Nurit.....Here are my observations on your questions and Tom's
additional remarks.

> On Nov 9, 2004, at 4:35 PM, Nurit Sprecher wrote:
> 
> 	
> > 	2.  	It looks like being companion to the ITU-T OAM 
> mechanism defined
> > for the MPLS.
> 
> 	Which ITU OAM mechanism are you referring to?
NH=> I can only assume you mean Y.1711?  Though Y.1710 sets the
requirements.
> 
> > 	4.  	Is it compliant to the requirements for the MPLS OAM?
> 
> 	Yes, I think so. Many of the same authors worked on both.
NH=> No it is not IMO.....but then this depends what the requirements
are for and who is defining these.

I have seen misinformation presented about Y.1711 in the past, and maybe
this has tainted some folks views.  I don't how many folks have read
this stuff, and even if they have whether they have really grokked many
of the nuances that it covers.  Y.1711 is about the most minimalist
automatic defect detection/handling OAM solution for the co-ps mode.
Further, all defects are defined in terms of entry/exit criteria and
consequent actions, and careful thought has been applied to relating
defects and (un)availability.  There is some other stuff I'll come back
to in a momemnt (as to why Y.1711 has the correct behaviour vs BFD) but
I want to make an important related observation first:

The functional components of networks in general (not just OAM, but
signalling etc) have a best-of-breed solution in each of the 3 networks
modes, and they should therefore be similar irrespective of the
particular technology considered (they have been different in the past
as each technology that comes along thinks it knows best....this leads
to the stovepipe 'technology=service' problem).  The functional
components *cannot* however be identical across all the 3 modes, because
each mode has fundamental and important differences (and its these
differences are the things that are 'good', but in any case they cannot
be ignored).  For example, let's look at some key differences between
GMPLS (co-cs forwarding mode) and MPLS (co-ps forwarding mode):
-	the co-cs mode forces control/management OOB wrt traffic in
GMPLS.....not true in MPLS
-	the co-cs mode will not allow you to break the connectivity
rules of co trails in GMPLS, ie no mp2p is possible even if you try
it.....not true in some forms of MPLS, and PHP also causes a similar
merging behaviour.
-	the co-cs mode means there are no QoS/traffic classes in GMPLS
(this is actually a far more important observation than some may
think).....not true in MPLS
-	the co-cs mode forces a fixed/known hierarchy in the data-plane
of GMPLS, this means one can still get full functional decoupling
between layer networks (important for commercial client/server
functional decoupling between operators, and also important for
scaling/stability).....not true in MPLS, this is a 'digital wrapper'.

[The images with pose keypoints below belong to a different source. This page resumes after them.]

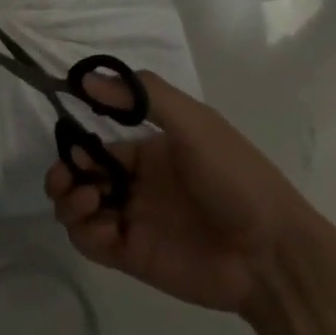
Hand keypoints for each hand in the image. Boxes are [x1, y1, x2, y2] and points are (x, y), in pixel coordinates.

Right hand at [46, 71, 314, 314]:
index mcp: (150, 152)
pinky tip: (104, 226)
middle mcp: (137, 185)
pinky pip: (91, 243)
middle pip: (82, 177)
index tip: (72, 144)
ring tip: (87, 199)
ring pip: (79, 209)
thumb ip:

So, as we can see there are some pretty fundamental important
differences in the above.  The defect detection/handling requirements
for both the co-cs mode and co-ps mode data-planes are actually quite
similar, but the differences of the modes means their defects are
different.  That is (under an assumption of a defect-free
control-plane):  The only possible defects in the co-cs mode are breaks
and swaps between *exactly alike* trails.  In the co-ps mode we can get
breaks, swaps (between any trails) and various types of
mis-branching/merging.  For comparison, the cl-ps mode can only ever
have breaks.

Why so?  Well each/every pkt in the cl-ps mode carried its own
Connectivity Verification (CV) function (ie SA).  In the co-ps and co-cs
mode we have to add the CV function in the data-plane in some
deterministic way.  This is easy in the co-cs mode as the period is
determined by the frame/multiframe structure, eg check out the J0 byte
(which is like an IP pkt SA function) in an SDH VC4.  In Y.1711 a
periodic CV pkt carries the SA of the LSP.  Worth noting here that we
really need a consistent method of source addressing of LSPs so that on
swaps/mismerges the offending LSP can be easily identified.  I note BFD
is now proposing something similar (not quite the same) wrt to the
discriminator field.  As noted this should be an LSP source address and
it should be the same no matter how the LSP is instantiated.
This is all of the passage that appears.